Bu durumda, ilgi yazıda bahsi geçen konu ile alakalı sorulan hususları ilişkin açıklamalarımıza gelince;
1) Bilindiği üzere; 21/06/1987 tarihli ve 3402 sayılı Kadastro Kanunu’nun “Taşınmaz Malların Sınırlandırılması:” başlıklı 7 nci maddesinin birinci fıkrası, “Kadastro teknisyenleri hazır bulundukları takdirde mal sahipleri ile ilgililerin huzurunda, varsa harita, tapu ve vergi kayıtları ile diğer belgeleri, en az üç bilirkişi ile muhtarın bilgilerinden yararlanarak inceler ve mahalline uygular. Teknisyenler, elde ettikleri bilgi ve buna dair kanaatleri her taşınmaz mal için düzenleyecekleri kadastro tutanağına yazarak bu Kanun hükümlerine göre taşınmaz malı sınırlandırır ve hak sahiplerini tayin eder. Sınırlandırma, kadastral harita veya büyütülmüş fotoğraf veya röperli kroki üzerinde gösterilir; ihtilaflı sınırlar ayrıca belirtilir.” hükmünde ve aynı Kanun’un “Kadastro Tutanaklarının Kesinleşmesi Ve Hak Düşürücü Süre:” başlıklı 12. maddesi, “30 günlük ilan süresi geçtikten sonra, dava açılmayan kadastro tutanaklarına ait sınırlandırma ve tespitler kesinleşir.
Kadastro müdürü tarafından onaylanarak kesinleşen tutanaklar ile kadastro mahkemesinin kesinleşmiş kararları; kesinleşme tarihleri tescil tarihi olarak gösterilmek suretiyle en geç 3 ay içinde tapu kütüklerine kaydedilir.
Bu tutanaklarda belirtilen haklara, sınırlandırma ve tespitlere ait tutanakların kesinleştiği tarihten itibaren on yıl geçtikten sonra, kadastrodan önceki hukuki sebeplere dayanarak itiraz olunamaz ve dava açılamaz. (Ek cümle: 5841 - 25.2.2009 / m.2) Bu hüküm, iddia ve taşınmazın niteliğine yahut Devlet veya diğer kamu tüzel kişileri dahil, tarafların sıfatına bakılmaksızın uygulanır.

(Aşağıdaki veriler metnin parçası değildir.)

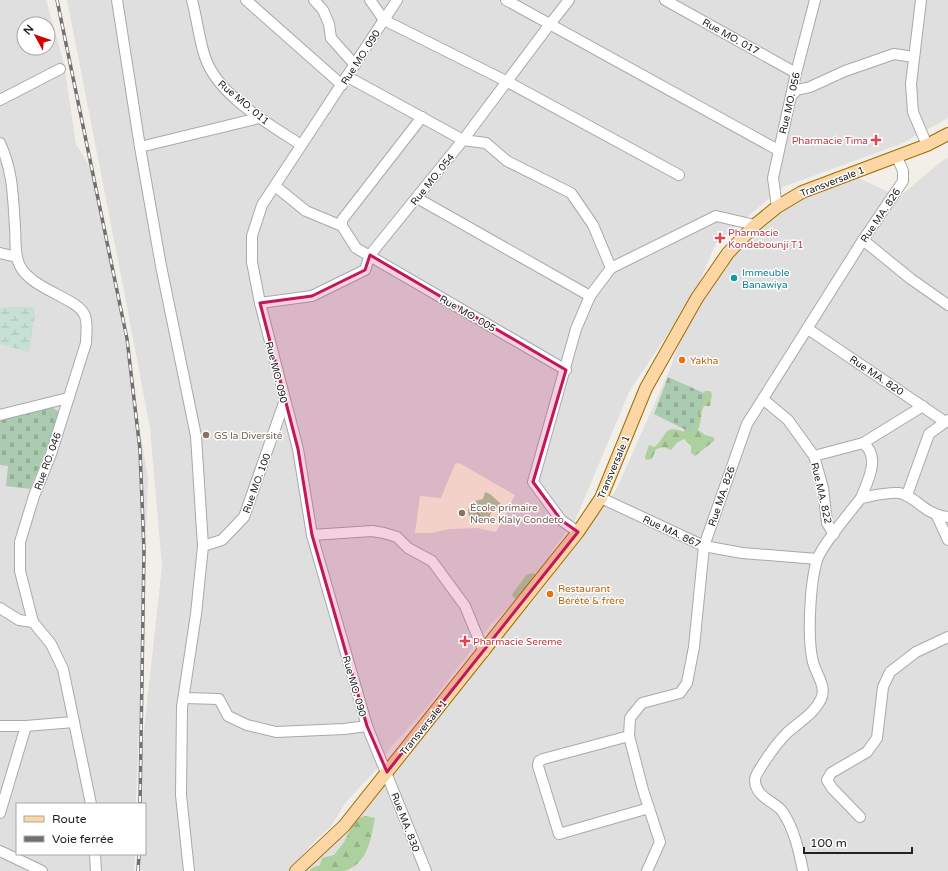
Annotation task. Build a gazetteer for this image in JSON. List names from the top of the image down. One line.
{"streets":{"main road":["Transversale 1"],"street":["Rue MO. 017","Rue MO. 090","Rue MO. 011","Rue MO. 056","Rue MO. 054","Rue MA. 826","Rue MO. 005","Rue MA. 820","Rue RO. 046","Rue MO. 100","Rue MA. 822","Rue MA. 867","Rue MA. 830"]},"crossings":[["Rue MO. 017","Rue MO. 056"],["Rue MO. 090","Rue MO. 011"],["Rue MO. 090","Rue MO. 054"],["Rue MO. 090","Transversale 1"],["Rue MO. 090","Rue MO. 100"],["Rue MO. 090","Rue MA. 830"],["Rue MO. 056","Transversale 1"],["Rue MO. 054","Rue MO. 005"],["Transversale 1","Rue MA. 826"],["Transversale 1","Rue MA. 867"],["Transversale 1","Rue MA. 830"],["Rue MA. 826","Rue MA. 820"],["Rue MA. 826","Rue MA. 822"],["Rue MA. 826","Rue MA. 867"]],"places":{"health":["Pharmacie Tima","Pharmacie Kondebounji T1","Pharmacie Sereme"],"other":["Immeuble Banawiya","Yakha","GS la Diversité","École primaire Nene Klaly Condeto","Restaurant Bérété & frère"]},"legend":["Route","Voie ferrée"],"scale_bar":"100 m","north":"top left"}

Kadastrosu tamamlanan çalışma alanı içerisinde kalan eski tapu kayıtları, işleme tabi kayıt niteliğini kaybederler. Bu Kayıtlara dayanılarak kadastro ve tapu sicil müdürlüklerinde işlem yapılamaz.
Kesinleşmemiş tutanaklar herhangi bir nedenle tapuya tescil edilmişse, iddia ve taşınmazın niteliğine bakılmaksızın, taşınmazı tescil tarihinden itibaren 20 yıl müddetle malik sıfatıyla zilyetliğinde bulunduranlar ile bunların akdi ve kanuni halefleri açılmış ve açılacak olan davalarda medeni kanunun tapuya itimat prensibinden yararlanırlar.” şeklinde düzenlenmiştir.
Dava konusu taşınmazın kadastro işlemlerindeki sınırlandırma ve tespitinin -yukarıda olayın özeti kısmında açıklandığı gibi- Kadastro Kanunu ve ilgili mevzuat hükümleri gereğince usule uygun bir şekilde tesis ve tescil edildiği izahtan varestedir.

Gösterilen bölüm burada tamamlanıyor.